### AVAILABLE DATA
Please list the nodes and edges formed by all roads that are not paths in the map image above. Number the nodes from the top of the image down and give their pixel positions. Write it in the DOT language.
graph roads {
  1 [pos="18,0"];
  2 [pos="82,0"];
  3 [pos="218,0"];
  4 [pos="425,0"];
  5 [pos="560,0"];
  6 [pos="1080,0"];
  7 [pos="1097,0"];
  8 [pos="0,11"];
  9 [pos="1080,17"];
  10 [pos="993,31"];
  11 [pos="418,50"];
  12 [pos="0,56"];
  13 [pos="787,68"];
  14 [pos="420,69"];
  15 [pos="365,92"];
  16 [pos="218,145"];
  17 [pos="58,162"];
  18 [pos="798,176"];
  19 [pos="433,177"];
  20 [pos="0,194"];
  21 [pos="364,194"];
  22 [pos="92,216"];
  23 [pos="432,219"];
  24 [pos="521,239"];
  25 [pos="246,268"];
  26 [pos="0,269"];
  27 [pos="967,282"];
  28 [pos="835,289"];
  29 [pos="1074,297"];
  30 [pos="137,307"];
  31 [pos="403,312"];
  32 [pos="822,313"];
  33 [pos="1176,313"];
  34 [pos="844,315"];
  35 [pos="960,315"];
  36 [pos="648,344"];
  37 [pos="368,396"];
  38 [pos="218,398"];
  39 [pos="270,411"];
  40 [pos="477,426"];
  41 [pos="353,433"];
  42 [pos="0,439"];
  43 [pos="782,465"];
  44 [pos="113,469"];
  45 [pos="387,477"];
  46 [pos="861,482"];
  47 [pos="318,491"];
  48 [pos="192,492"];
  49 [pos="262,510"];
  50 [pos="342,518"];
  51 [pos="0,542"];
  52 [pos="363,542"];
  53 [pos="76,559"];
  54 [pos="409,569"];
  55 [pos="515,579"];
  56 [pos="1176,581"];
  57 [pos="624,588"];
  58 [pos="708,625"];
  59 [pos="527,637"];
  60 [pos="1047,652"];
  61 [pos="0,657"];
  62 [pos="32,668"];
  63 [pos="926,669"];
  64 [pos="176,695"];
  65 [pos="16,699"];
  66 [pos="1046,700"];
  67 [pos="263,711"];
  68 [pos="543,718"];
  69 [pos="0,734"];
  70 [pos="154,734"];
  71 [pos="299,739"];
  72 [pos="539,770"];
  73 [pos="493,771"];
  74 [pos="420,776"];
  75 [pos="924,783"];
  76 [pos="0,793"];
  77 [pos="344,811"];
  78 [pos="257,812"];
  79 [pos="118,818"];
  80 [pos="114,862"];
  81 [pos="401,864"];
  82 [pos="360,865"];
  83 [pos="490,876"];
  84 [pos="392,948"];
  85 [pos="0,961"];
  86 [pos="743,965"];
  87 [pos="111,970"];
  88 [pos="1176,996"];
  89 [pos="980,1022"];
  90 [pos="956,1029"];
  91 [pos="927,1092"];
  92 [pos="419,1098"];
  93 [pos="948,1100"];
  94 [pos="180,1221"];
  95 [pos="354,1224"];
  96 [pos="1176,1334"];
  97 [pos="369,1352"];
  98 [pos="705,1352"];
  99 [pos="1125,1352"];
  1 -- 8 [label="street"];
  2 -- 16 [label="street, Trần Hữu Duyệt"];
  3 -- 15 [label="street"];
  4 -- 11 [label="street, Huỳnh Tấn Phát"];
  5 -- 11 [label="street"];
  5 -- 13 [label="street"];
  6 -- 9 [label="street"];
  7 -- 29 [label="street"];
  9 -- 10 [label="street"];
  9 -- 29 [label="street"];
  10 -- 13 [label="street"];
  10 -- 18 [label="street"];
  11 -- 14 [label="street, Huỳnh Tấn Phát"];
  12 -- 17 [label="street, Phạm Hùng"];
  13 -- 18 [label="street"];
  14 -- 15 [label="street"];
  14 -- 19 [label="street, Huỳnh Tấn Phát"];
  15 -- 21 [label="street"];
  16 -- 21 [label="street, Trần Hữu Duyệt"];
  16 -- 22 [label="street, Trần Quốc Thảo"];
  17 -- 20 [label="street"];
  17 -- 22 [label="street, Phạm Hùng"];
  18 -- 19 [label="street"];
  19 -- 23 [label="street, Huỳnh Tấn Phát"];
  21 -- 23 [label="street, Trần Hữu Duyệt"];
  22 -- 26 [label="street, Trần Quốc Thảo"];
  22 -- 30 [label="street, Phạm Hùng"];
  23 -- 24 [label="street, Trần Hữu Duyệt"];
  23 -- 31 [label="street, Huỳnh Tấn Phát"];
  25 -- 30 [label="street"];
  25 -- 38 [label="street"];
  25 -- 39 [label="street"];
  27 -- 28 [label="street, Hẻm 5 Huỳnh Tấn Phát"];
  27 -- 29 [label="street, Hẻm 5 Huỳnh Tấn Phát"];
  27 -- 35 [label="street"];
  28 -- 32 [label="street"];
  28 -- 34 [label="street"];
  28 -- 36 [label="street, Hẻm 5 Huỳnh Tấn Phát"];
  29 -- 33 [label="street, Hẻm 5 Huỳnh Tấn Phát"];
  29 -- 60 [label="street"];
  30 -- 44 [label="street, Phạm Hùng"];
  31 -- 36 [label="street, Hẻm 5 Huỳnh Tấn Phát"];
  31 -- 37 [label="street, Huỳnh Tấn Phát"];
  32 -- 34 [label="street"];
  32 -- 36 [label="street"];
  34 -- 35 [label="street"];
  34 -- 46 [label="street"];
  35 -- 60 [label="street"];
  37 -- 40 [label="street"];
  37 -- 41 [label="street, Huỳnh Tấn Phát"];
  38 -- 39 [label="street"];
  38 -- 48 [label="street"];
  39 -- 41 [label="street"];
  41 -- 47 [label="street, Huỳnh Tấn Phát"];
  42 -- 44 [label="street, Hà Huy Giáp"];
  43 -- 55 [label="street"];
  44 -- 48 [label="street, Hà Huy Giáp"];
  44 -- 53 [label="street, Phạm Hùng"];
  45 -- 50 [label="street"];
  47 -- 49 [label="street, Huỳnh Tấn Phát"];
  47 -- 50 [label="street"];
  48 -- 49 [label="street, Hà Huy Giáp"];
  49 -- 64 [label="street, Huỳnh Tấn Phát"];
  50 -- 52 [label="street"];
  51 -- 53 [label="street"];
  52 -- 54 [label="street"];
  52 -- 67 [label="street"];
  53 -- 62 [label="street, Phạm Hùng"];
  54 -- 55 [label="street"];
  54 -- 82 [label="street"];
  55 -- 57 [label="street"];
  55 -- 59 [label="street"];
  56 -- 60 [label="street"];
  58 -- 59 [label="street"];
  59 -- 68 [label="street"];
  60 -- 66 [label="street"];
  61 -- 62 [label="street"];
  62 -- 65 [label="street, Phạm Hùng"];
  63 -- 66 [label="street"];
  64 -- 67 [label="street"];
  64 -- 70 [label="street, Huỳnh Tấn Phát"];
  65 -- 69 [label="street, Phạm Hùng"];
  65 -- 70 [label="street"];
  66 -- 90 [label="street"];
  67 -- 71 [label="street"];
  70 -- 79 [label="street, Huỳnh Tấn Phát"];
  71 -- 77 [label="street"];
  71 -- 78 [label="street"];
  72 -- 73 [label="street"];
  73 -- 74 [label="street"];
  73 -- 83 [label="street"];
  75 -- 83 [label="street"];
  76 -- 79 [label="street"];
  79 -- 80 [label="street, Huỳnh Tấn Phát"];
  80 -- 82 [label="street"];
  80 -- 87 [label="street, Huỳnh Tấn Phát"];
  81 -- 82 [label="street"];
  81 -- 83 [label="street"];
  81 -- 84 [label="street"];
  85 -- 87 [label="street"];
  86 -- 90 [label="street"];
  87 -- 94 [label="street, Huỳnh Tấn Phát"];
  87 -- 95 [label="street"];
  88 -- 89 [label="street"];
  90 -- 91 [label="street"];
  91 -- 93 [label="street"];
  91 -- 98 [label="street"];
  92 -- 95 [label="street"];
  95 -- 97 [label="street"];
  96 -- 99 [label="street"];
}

### ACTIVITY
For the string "Thảo", go through the entries above and copy each line where it occurs.

### YOUR RESPONSE
  16 -- 22 [label="street, Trần Quốc Thảo"];
  22 -- 26 [label="street, Trần Quốc Thảo"];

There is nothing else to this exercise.